Jiahan Zou

Este gelo mole, feito a partir de gelatina, mantém os alimentos frescos — sem o inconveniente de ter a água a derreter.
Se alguma vez passou por um balcão de peixe fresco e reparou na água turva a pingar para a montra, já viu o problema que inspirou o “gelo de gelatina”.
O gelo normal derrete. Deixa poças que podem espalhar bactérias e criar um pesadelo de segurança alimentar. Mas e se o gelo não derretesse? E se simplesmente… tremesse?
Foi essa a pergunta que uma equipa de investigadores da Universidade da Califórnia, em Davis, decidiu explorar. O resultado é o “gelo de gelatina”: um material maleável parecido com a gelatina de sobremesa, mas funciona como cubos de gelo.
É reutilizável. É compostável. E, ao contrário do que acontece ao gelo no seu frigorífico, não se transforma em líquido quando descongela.
A ideia nasceu nos corredores de um supermercado. Luxin Wang, professora de Ciência Alimentar na UC Davis, reparou no gelo a derreter nas vitrinas de peixe e ficou preocupada com a possibilidade de a água contaminada espalhar microrganismos.

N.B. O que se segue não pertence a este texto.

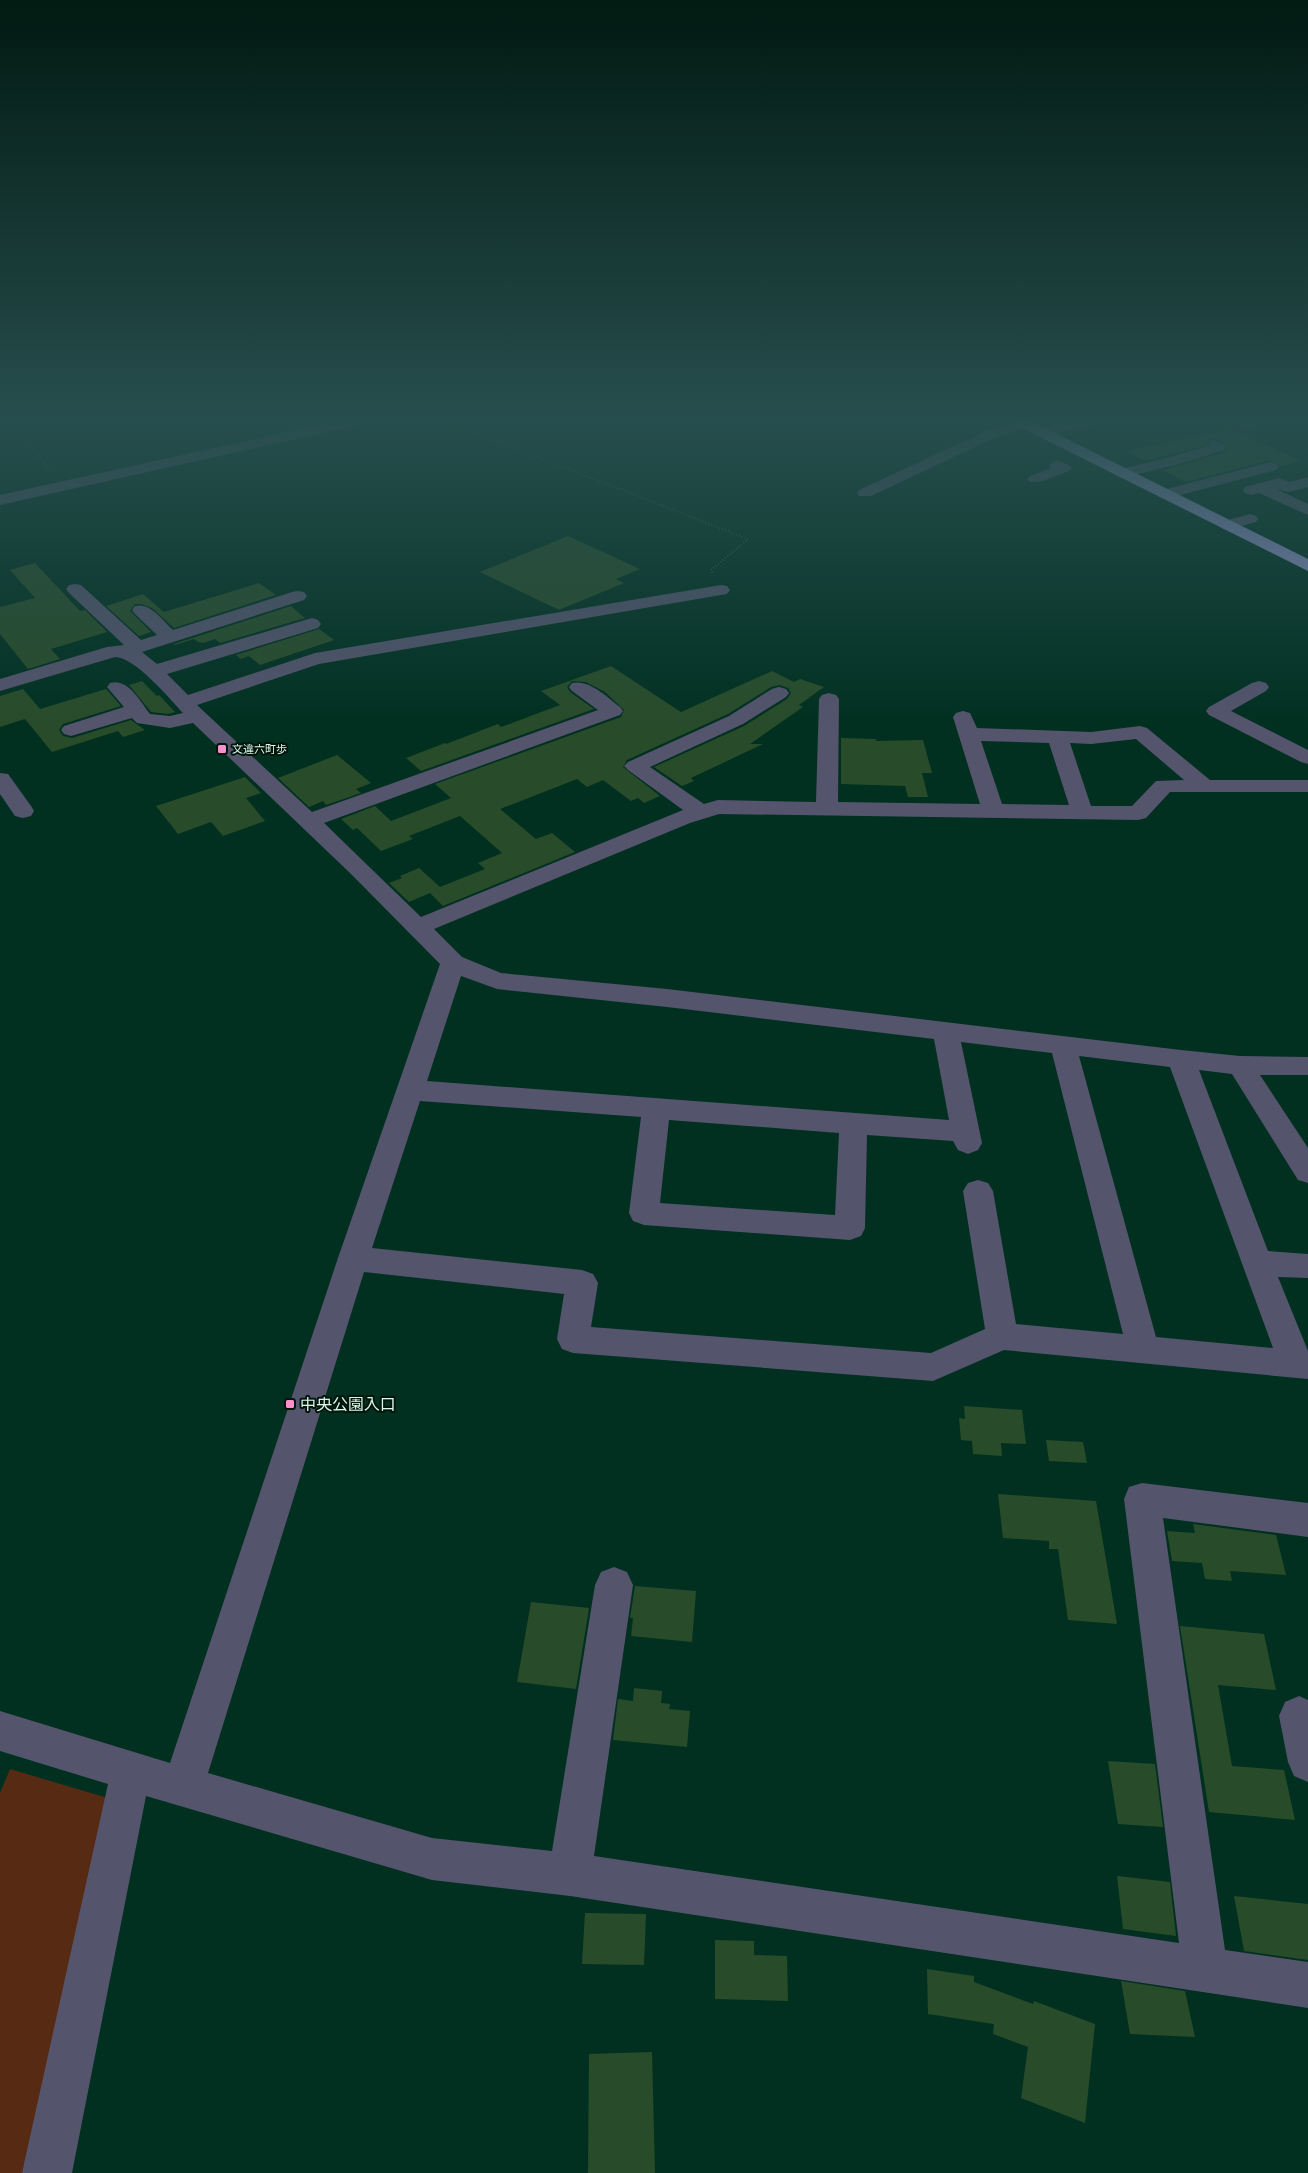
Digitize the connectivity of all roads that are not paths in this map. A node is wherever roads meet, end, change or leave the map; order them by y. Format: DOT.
graph roads {
  1 [pos="1218,520"];
  2 [pos="1245,520"];
  3 [pos="1227,525"];
  4 [pos="1308,566"];
  5 [pos="75,589"];
  6 [pos="721,590"];
  7 [pos="298,596"];
  8 [pos="141,610"];
  9 [pos="312,624"];
  10 [pos="170,637"];
  11 [pos="132,649"];
  12 [pos="152,672"];
  13 [pos="0,685"];
  14 [pos="117,687"];
  15 [pos="578,687"];
  16 [pos="1259,687"];
  17 [pos="779,693"];
  18 [pos="829,700"];
  19 [pos="190,709"];
  20 [pos="136,710"];
  21 [pos="71,730"];
  22 [pos="1057,737"];
  23 [pos="1308,758"];
  24 [pos="0,779"];
  25 [pos="1205,786"];
  26 [pos="1308,786"];
  27 [pos="827,808"];
  28 [pos="23,811"];
  29 [pos="993,811"];
  30 [pos="700,812"];
  31 [pos="1083,813"];
  32 [pos="310,820"];
  33 [pos="418,927"];
  34 [pos="453,963"];
  35 [pos="946,1032"];
  36 [pos="1063,1045"];
  37 [pos="1181,1059"];
  38 [pos="1240,1064"];
  39 [pos="1308,1066"];
  40 [pos="410,1090"];
  41 [pos="656,1109"];
  42 [pos="852,1123"];
  43 [pos="1308,1172"];
  44 [pos="978,1192"];
  45 [pos="353,1258"];
  46 [pos="1257,1263"];
  47 [pos="1308,1266"];
  48 [pos="1002,1336"];
  49 [pos="1142,1349"];
  50 [pos="1302,1364"];
  51 [pos="1308,1520"];
  52 [pos="614,1584"];
  53 [pos="1299,1716"];
  54 [pos="0,1731"];
  55 [pos="1308,1762"];
  56 [pos="130,1771"];
  57 [pos="183,1787"];
  58 [pos="570,1874"];
  59 [pos="1205,1968"];
  60 [pos="1308,1985"];
  61 [pos="47,2173"];
  1 -- 3 [label="highway"];
  2 -- 3 [label="street"];
  3 -- 4 [label="highway"];
  5 -- 11 [label="street"];
  6 -- 19 [label="street"];
  7 -- 10 [label="street"];
  8 -- 10 [label="street"];
  9 -- 12 [label="street"];
  10 -- 11 [label="street"];
  11 -- 12 [label="street"];
  11 -- 13 [label="street"];
  12 -- 19 [label="street"];
  14 -- 20 [label="street"];
  15 -- 32 [label="street"];
  16 -- 23 [label="street"];
  17 -- 30 [label="street"];
  18 -- 27 [label="street"];
  19 -- 20 [label="street"];
  19 -- 32 [label="street"];
  20 -- 21 [label="street"];
  22 -- 25 [label="street"];
  22 -- 29 [label="street"];
  22 -- 31 [label="street"];
  24 -- 28 [label="street"];
  25 -- 26 [label="street"];
  25 -- 31 [label="street"];
  27 -- 29 [label="street"];
  27 -- 30 [label="street"];
  29 -- 31 [label="street"];
  30 -- 33 [label="street"];
  32 -- 33 [label="street"];
  33 -- 34 [label="street"];
  34 -- 35 [label="street"];
  34 -- 40 [label="street"];
  35 -- 36 [label="street"];
  35 -- 42 [label="street"];
  36 -- 37 [label="street"];
  36 -- 49 [label="street"];
  37 -- 38 [label="street"];
  37 -- 46 [label="street"];
  38 -- 39 [label="street"];
  38 -- 43 [label="street"];
  40 -- 41 [label="street"];
  40 -- 45 [label="street"];
  41 -- 42 [label="street"];
  41 -- 42 [label="street"];
  44 -- 48 [label="street"];
  45 -- 48 [label="street"];
  45 -- 57 [label="street"];
  46 -- 47 [label="street"];
  46 -- 50 [label="street"];
  48 -- 49 [label="street"];
  49 -- 50 [label="street"];
  51 -- 59 [label="street"];
  52 -- 58 [label="street"];
  53 -- 55 [label="street"];
  54 -- 56 [label="street"];
  56 -- 57 [label="street"];
  56 -- 61 [label="street"];
  57 -- 58 [label="street"];
  58 -- 59 [label="street"];
  59 -- 60 [label="street"];
}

Perguntou então aos colegas se seria possível inventar um substituto para estes cubos de gelo.
A inspiração veio do tofu. “O tofu congelado mantém a água no seu interior, mas quando descongela liberta-a. Por isso, tentámos resolver esse problema com outro material: a gelatina”, explica Gang Sun, professor de Engenharia Biológica e Agrícola, ao ZME Science.
Ao contrário do tofu, a gelatina forma hidrogéis — estruturas cheias de poros microscópicos que retêm a água mesmo durante o congelamento e o descongelamento.

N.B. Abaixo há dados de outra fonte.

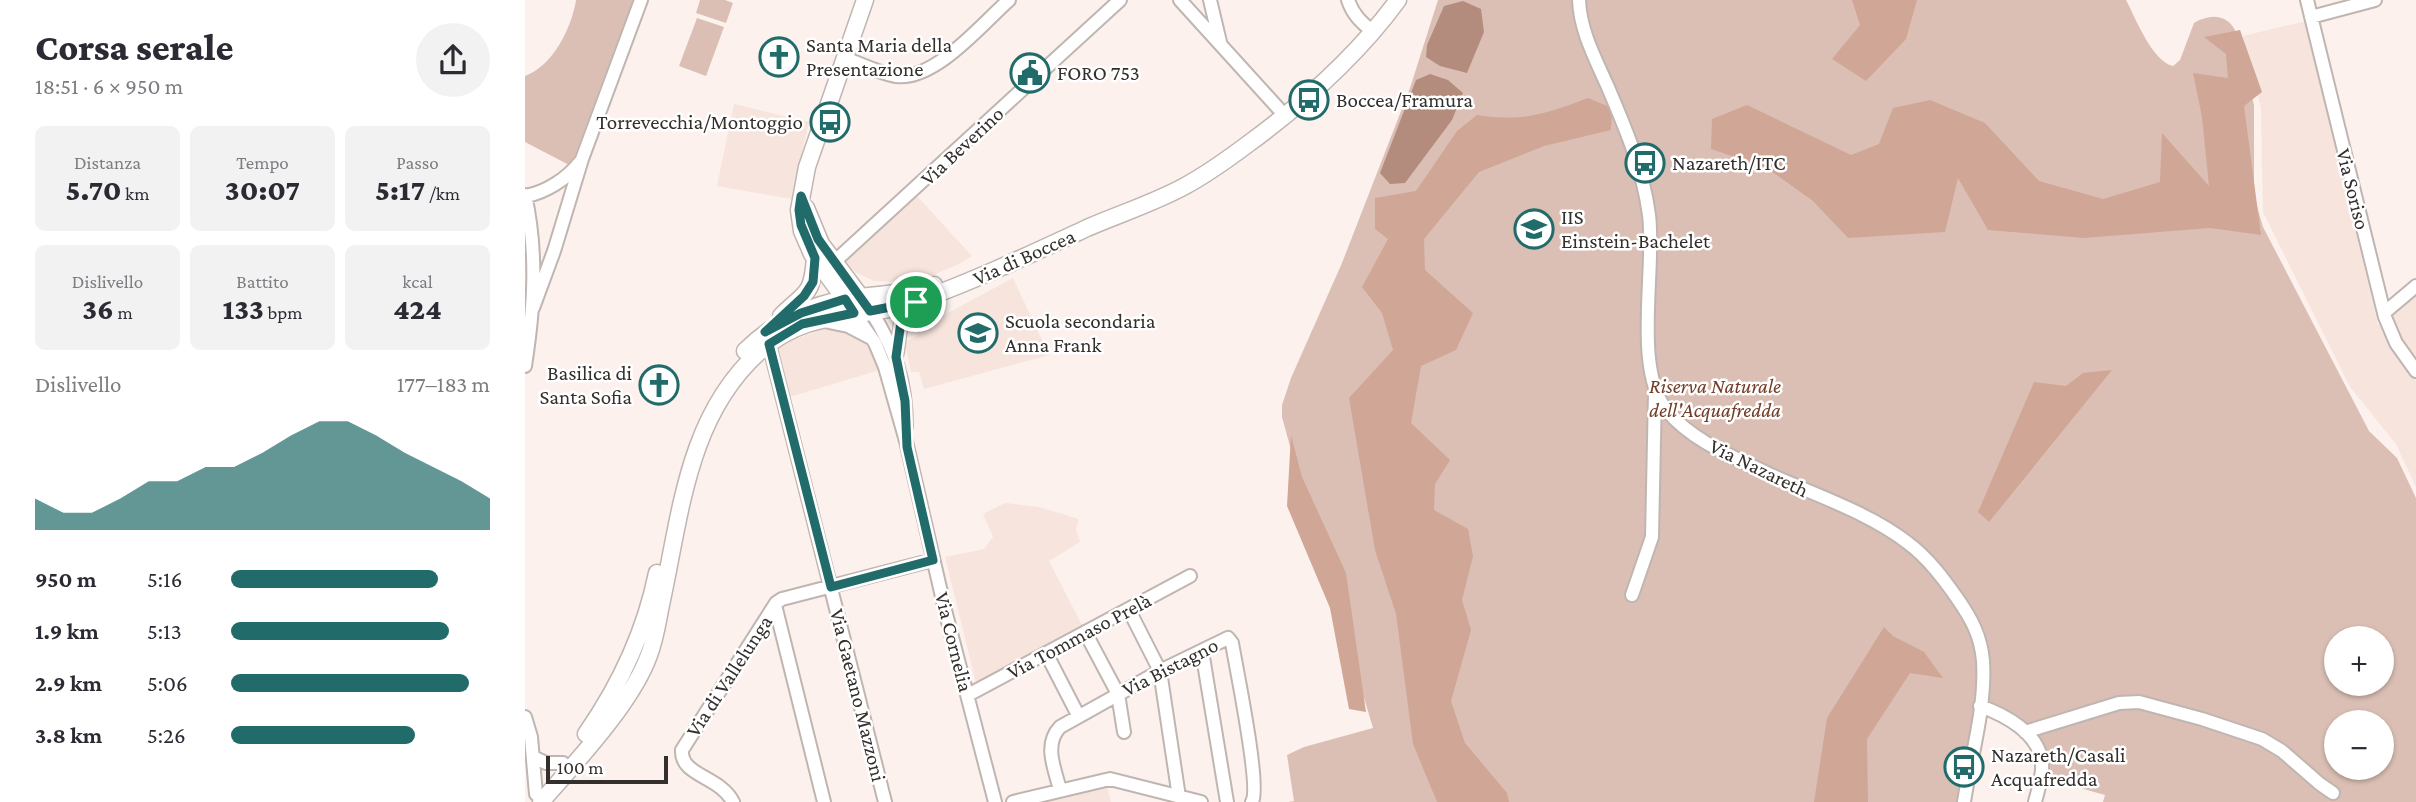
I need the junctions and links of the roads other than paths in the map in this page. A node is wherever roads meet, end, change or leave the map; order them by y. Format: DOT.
graph roads {
  1 [pos="641,0"];
  2 [pos="865,0"];
  3 [pos="1009,0"];
  4 [pos="1120,0"];
  5 [pos="1180,0"];
  6 [pos="1210,0"];
  7 [pos="1348,0"];
  8 [pos="1385,0"];
  9 [pos="1398,0"];
  10 [pos="1579,0"];
  11 [pos="2307,0"];
  12 [pos="2375,0"];
  13 [pos="2311,17"];
  14 [pos="1369,29"];
  15 [pos="1220,42"];
  16 [pos="845,58"];
  17 [pos="1278,108"];
  18 [pos="582,159"];
  19 [pos="525,196"];
  20 [pos="801,196"];
  21 [pos="815,258"];
  22 [pos="834,262"];
  23 [pos="2416,286"];
  24 [pos="916,296"];
  25 [pos="858,305"];
  26 [pos="533,308"];
  27 [pos="2384,313"];
  28 [pos="817,320"];
  29 [pos="528,331"];
  30 [pos="767,338"];
  31 [pos="873,339"];
  32 [pos="896,357"];
  33 [pos="525,366"];
  34 [pos="2416,371"];
  35 [pos="1655,390"];
  36 [pos="906,441"];
  37 [pos="933,560"];
  38 [pos="1191,576"];
  39 [pos="831,587"];
  40 [pos="1632,594"];
  41 [pos="775,605"];
  42 [pos="1129,610"];
  43 [pos="1085,632"];
  44 [pos="1202,651"];
  45 [pos="1046,653"];
  46 [pos="1160,671"];
  47 [pos="1118,694"];
  48 [pos="968,695"];
  49 [pos="1980,706"];
  50 [pos="1078,715"];
  51 [pos="525,717"];
  52 [pos="1124,732"];
  53 [pos="2025,732"];
  54 [pos="533,757"];
  55 [pos="563,762"];
  56 [pos="1060,790"];
  57 [pos="2333,793"];
  58 [pos="1179,797"];
  59 [pos="537,799"];
  60 [pos="733,802"];
  61 [pos="824,802"];
  62 [pos="884,802"];
  63 [pos="995,802"];
  64 [pos="1013,802"];
  65 [pos="1201,802"];
  66 [pos="1227,802"];
  67 [pos="1252,802"];
  68 [pos="1964,802"];
  69 [pos="2035,802"];
  1 -- 18 [label="street"];
  2 -- 16 [label="main road"];
  3 -- 16 [label="street"];
  4 -- 22 [label="street, Via Beverino"];
  5 -- 15 [label="street"];
  6 -- 15 [label="street"];
  7 -- 14 [label="street"];
  8 -- 14 [label="main road, Via di Boccea"];
  9 -- 14 [label="main road, Via di Boccea"];
  10 -- 35 [label="street, Via Nazareth"];
  11 -- 13 [label="street, Via Soriso"];
  12 -- 13 [label="street"];
  13 -- 27 [label="street, Via Soriso"];
  14 -- 17 [label="main road, Via di Boccea"];
  14 -- 24 [label="main road, Via di Boccea"];
  15 -- 17 [label="street"];
  16 -- 20 [label="main road"];
  17 -- 24 [label="main road, Via di Boccea"];
  18 -- 19 [label="street"];
  18 -- 26 [label="street"];
  19 -- 26 [label="street"];
  20 -- 21 [label="main road"];
  20 -- 22 [label="main road"];
  21 -- 25 [label="main road"];
  21 -- 30 [label="main road"];
  22 -- 24 [label="main road"];
  22 -- 25 [label="main road"];
  23 -- 27 [label="street"];
  24 -- 25 [label="main road, Via di Boccea"];
  24 -- 32 [label="street"];
  25 -- 28 [label="main road, Via di Boccea"];
  25 -- 30 [label="main road, Via di Boccea"];
  25 -- 31 [label="street, Via Cornelia"];
  25 -- 32 [label="street, Via Cornelia"];
  26 -- 29 [label="street"];
  27 -- 34 [label="street, Via Soriso"];
  28 -- 30 [label="main road, Via di Boccea"];
  28 -- 31 [label="street"];
  29 -- 33 [label="street"];
  30 -- 39 [label="street, Via Gaetano Mazzoni"];
  30 -- 55 [label="main road, Via di Boccea"];
  30 -- 59 [label="main road, Via di Boccea"];
  31 -- 36 [label="street, Via Cornelia"];
  32 -- 36 [label="street, Via Cornelia"];
  35 -- 40 [label="street"];
  35 -- 49 [label="street, Via Nazareth"];
  36 -- 37 [label="street, Via Cornelia"];
  37 -- 39 [label="street, Via di Vallelunga"];
  37 -- 48 [label="street, Via Cornelia"];
  38 -- 42 [label="street, Via Tommaso Prelà"];
  39 -- 41 [label="street, Via di Vallelunga"];
  39 -- 62 [label="street, Via Gaetano Mazzoni"];
  41 -- 60 [label="street, Via di Vallelunga"];
  41 -- 61 [label="street"];
  42 -- 43 [label="street, Via Tommaso Prelà"];
  42 -- 46 [label="street"];
  43 -- 45 [label="street, Via Tommaso Prelà"];
  43 -- 47 [label="street"];
  44 -- 46 [label="street, Via Bistagno"];
  44 -- 66 [label="street"];
  44 -- 67 [label="street, Via Bistagno"];
  45 -- 48 [label="street, Via Tommaso Prelà"];
  45 -- 50 [label="street"];
  46 -- 47 [label="street, Via Bistagno"];
  46 -- 58 [label="street"];
  47 -- 50 [label="street, Via Bistagno"];
  47 -- 52 [label="street"];
  48 -- 63 [label="street, Via Cornelia"];
  49 -- 53 [label="street"];
  49 -- 68 [label="street, Via Nazareth"];
  50 -- 56 [label="street, Via Bistagno"];
  51 -- 54 [label="street"];
  53 -- 57 [label="street"];
  53 -- 69 [label="street"];
  54 -- 55 [label="street"];
  54 -- 59 [label="street"];
  55 -- 59 [label="main road, Via di Boccea"];
  56 -- 58 [label="street"];
  56 -- 64 [label="street"];
  58 -- 65 [label="street"];
}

Após anos de experiências, a investigadora de pós-doutoramento Jiahan Zou aperfeiçoou o processo até chegar ao que chama de “um método prático e único de fabrico de gelo de gelatina, com 90% de água, que pode ser lavado repetidamente com água ou lixívia diluída, congelado e descongelado”.
À temperatura ambiente, o gelo de gelatina abana como uma sobremesa. Mas, quando arrefecido abaixo de zero, endurece e aproxima-se da consistência de um bloco sólido de gelo.

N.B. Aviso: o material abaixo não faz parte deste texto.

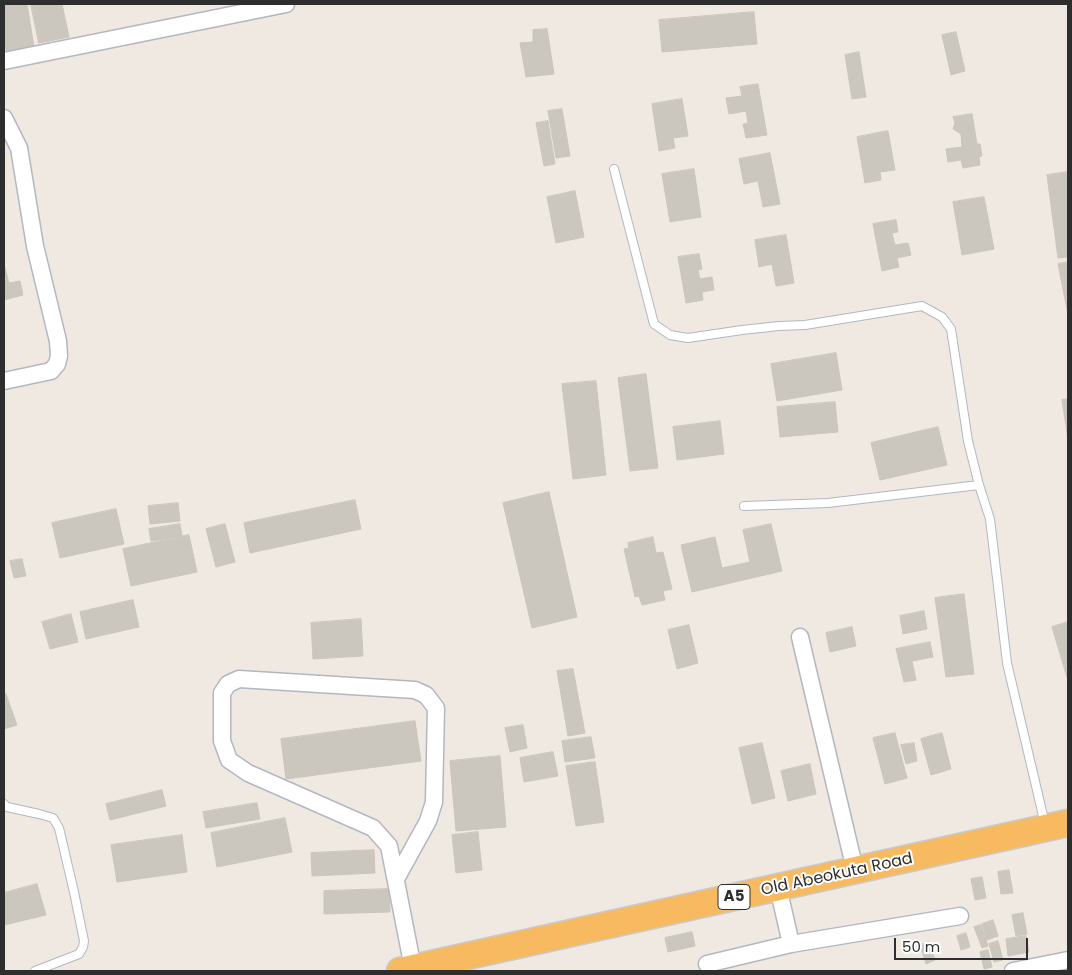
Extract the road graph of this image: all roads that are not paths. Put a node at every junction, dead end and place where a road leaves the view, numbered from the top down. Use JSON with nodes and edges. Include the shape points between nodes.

Porque o gelo mole é importante
O gelo comum é excelente a absorver calor (e assim arrefecer alimentos), mas derrete em poças que precisam de ser drenadas ou eliminadas. O gelo de gelatina não.
“Comparado com gelo normal da mesma forma e tamanho, o gelo de gelatina pode atingir até 80% da eficiência de arrefecimento — a quantidade de calor que o gel consegue absorver durante a mudança de fase”, explicou Zou.
“E podemos reutilizar o material e manter a capacidade de absorção de calor em vários ciclos de congelação e descongelação, o que é uma vantagem em relação ao gelo normal”, acrescenta.
As alternativas atuais de armazenamento a frio, como os sacos de gel ou o gelo seco, geralmente envolvem plásticos ou químicos sintéticos. São volumosos, pouco práticos e nem sempre biodegradáveis.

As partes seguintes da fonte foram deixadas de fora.